*Task goal*
Go through the data and copy each line that holds "highway".

Material provided below:

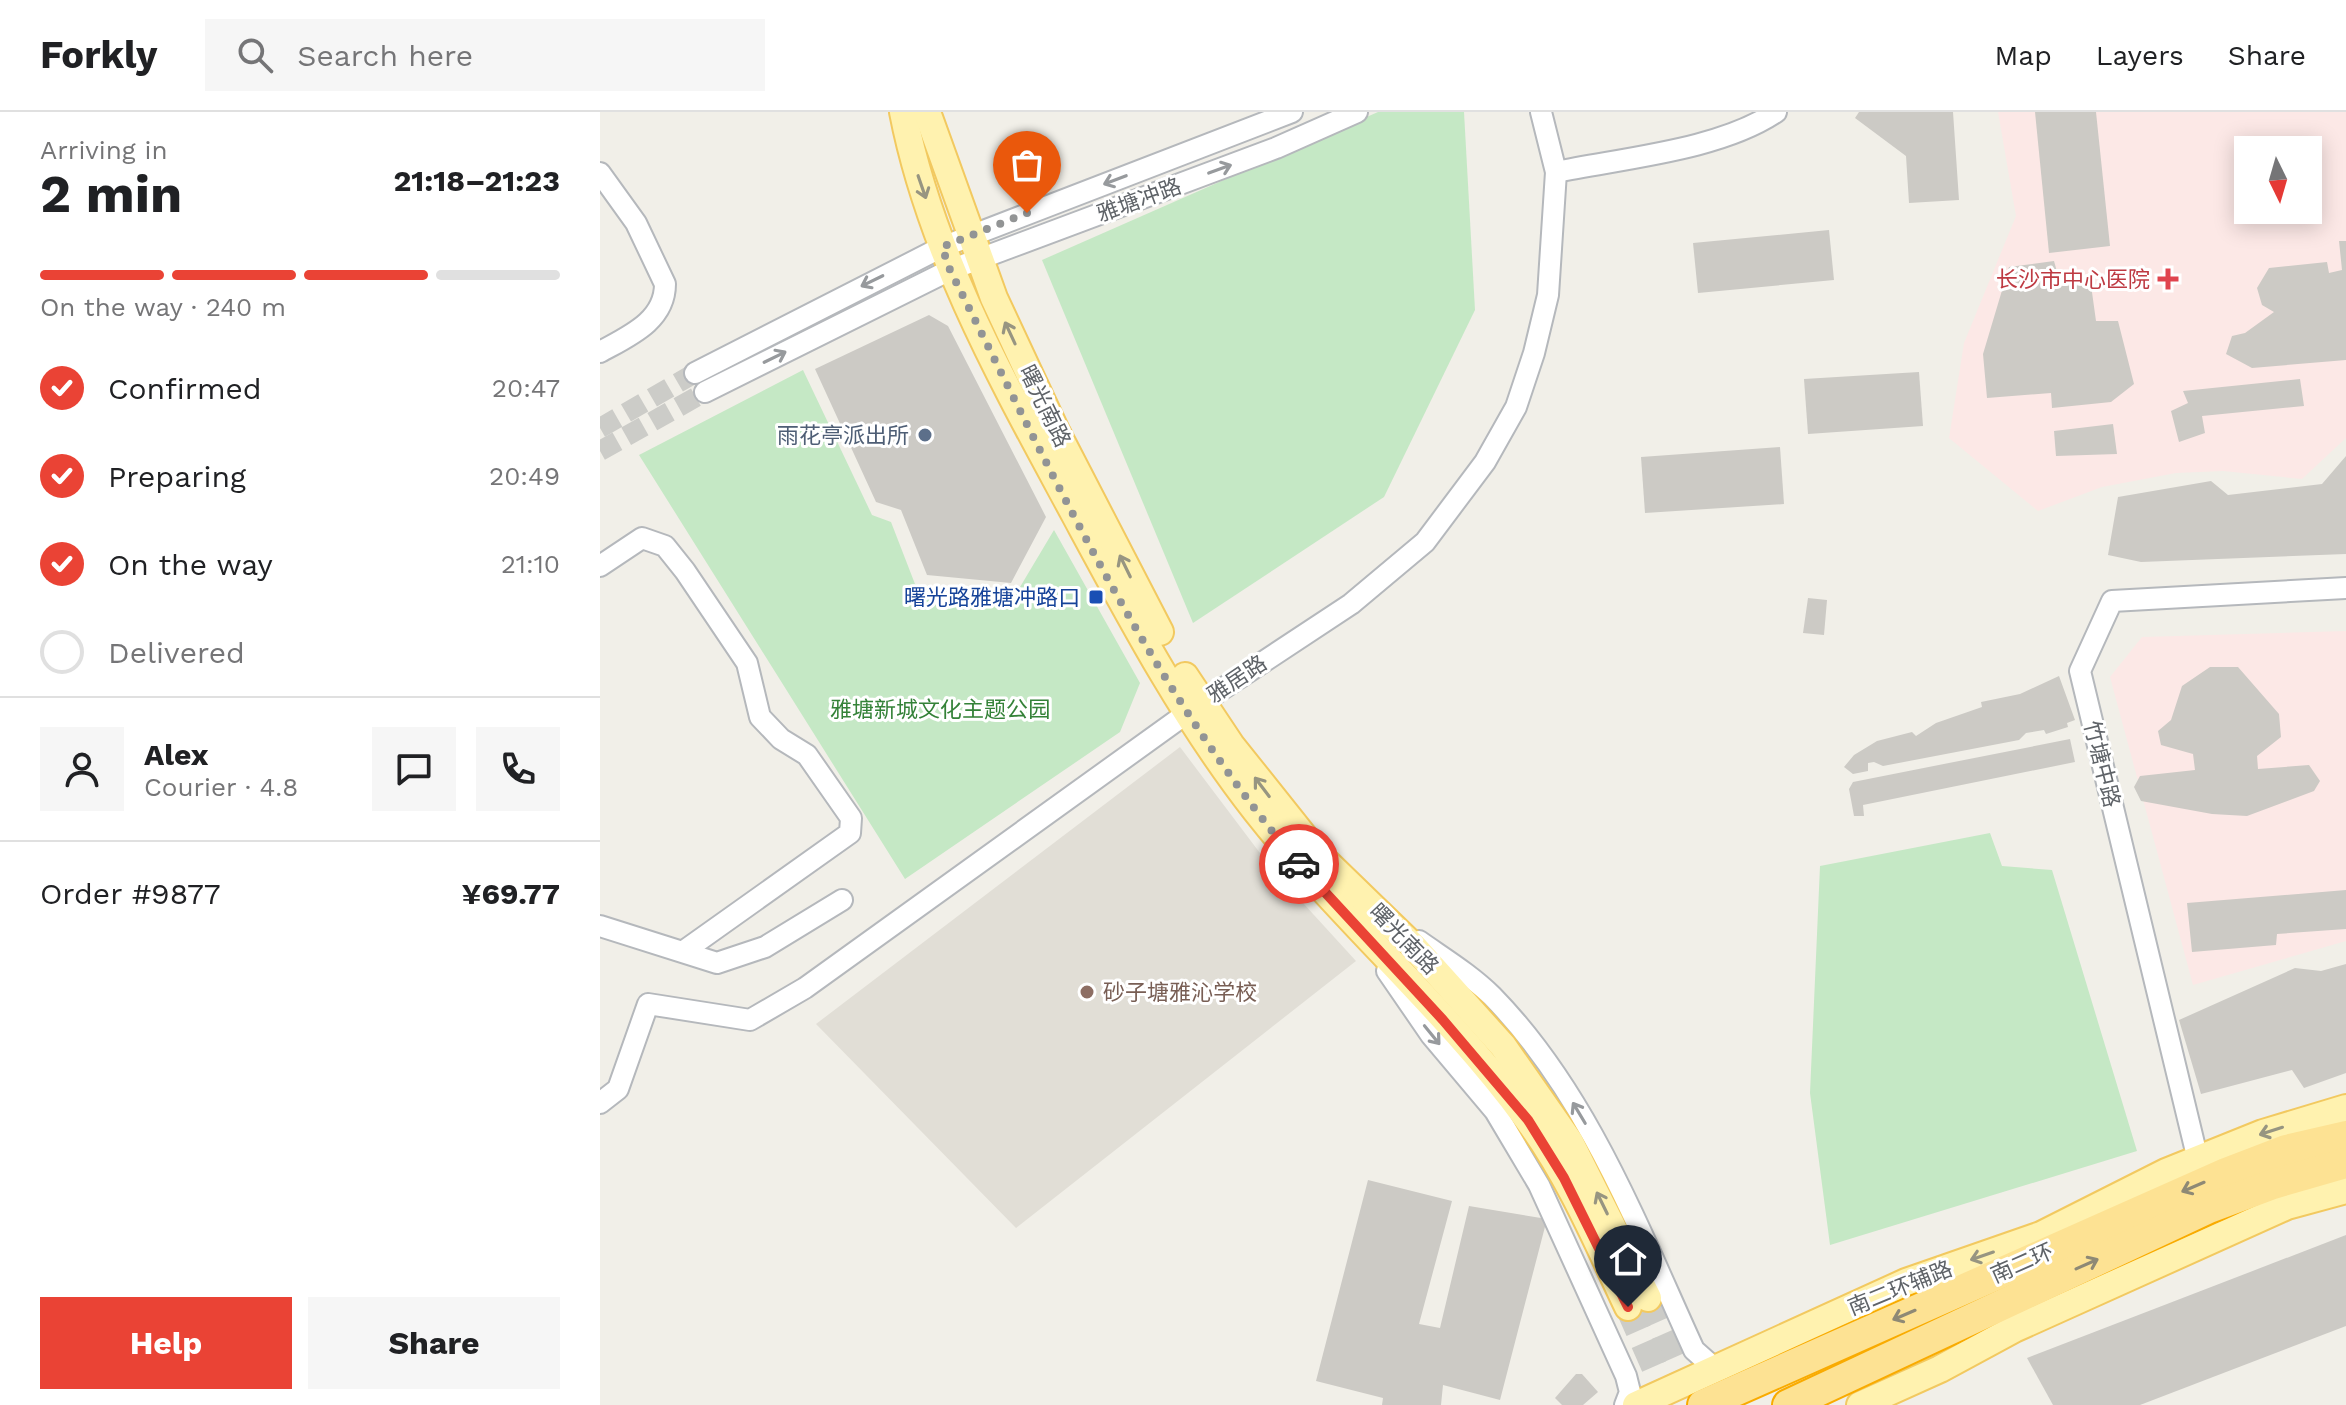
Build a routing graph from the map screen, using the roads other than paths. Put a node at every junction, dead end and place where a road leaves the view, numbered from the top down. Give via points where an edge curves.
1 (903, 112) edge
2 (927, 112) edge
3 (1292, 112) edge
4 (1357, 112) edge
5 (1541, 112) edge
6 (1776, 112) edge
7 (1556, 172) junction
8 (600, 173) edge
9 (975, 247) junction
10 (946, 258) junction
11 (600, 352) edge
12 (695, 373) tunnel mouth
13 (705, 392) tunnel mouth
14 (600, 566) edge
15 (2346, 588) edge
16 (1194, 708) junction
17 (842, 900) dead end
18 (1366, 917) junction
19 (600, 926) edge
20 (684, 951) junction
21 (600, 1103) edge
22 (2346, 1108) edge
23 (2346, 1136) edge
24 (2198, 1160) junction
25 (2346, 1163) edge
26 (2346, 1190) edge
27 (1638, 1303) tunnel mouth
28 (1726, 1364) junction
29 (1625, 1405) edge
30 (1636, 1405) edge
31 (1703, 1405) edge
32 (1788, 1405) edge
33 (1860, 1405) edge

1 -> 10 main road, 曙光南路 via 912,158
2 - 9 main road, 曙光南路
3 -> 9 street, 雅塘冲路
9 -> 4 street, 雅塘冲路 via 1276,148
5 - 7 street, 雅居路
6 - 7 street via 1761,122 1697,142
7 - 16 street, 雅居路 via 1541,324 1516,407 1485,462 1425,542 1392,571
8 - 11 street via 636,223 665,284 665,295 660,312
9 - 10 street, 雅塘冲路
16 -> 9 main road, 曙光南路 via 1057,433
10 -> 12 street, 雅塘冲路
13 -> 10 street, 雅塘冲路
10 - 16 main road, 曙光南路 via 1045,460
14 - 20 street via 642,538 665,546 747,663 760,717 807,755 851,818 850,833
15 - 24 street, 竹塘中路 via 2112,601 2080,671
16 - 18 main road, 曙光南路 via 1257,812
16 - 21 street, 雅居路 via 805,988 750,1020 648,1004 618,1089
17 - 20 street via 765,947 717,963
18 - 27 main road, 曙光南路 via 1528,1120
28 -> 18 street via 1712,1366 1694,1350 1605,1159 1535,1046 1489,993
18 -> 29 street via 1431,1035 1495,1111 1539,1185 1626,1376 1630,1392
19 - 20 street
22 -> 24 main road, 南二环辅路
23 -> 31 highway, 南二环 via 2286,1150 2226,1173
24 -> 28 main road, 南二环辅路 via 2041,1235 1906,1282
32 -> 25 highway, 南二环 via 2209,1208
26 - 33 main road via 2287,1206
28 - 30 main road, 南二环辅路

End of Material provided.

*Exercise output*
23 -> 31 highway, 南二环 via 2286,1150 2226,1173
32 -> 25 highway, 南二环 via 2209,1208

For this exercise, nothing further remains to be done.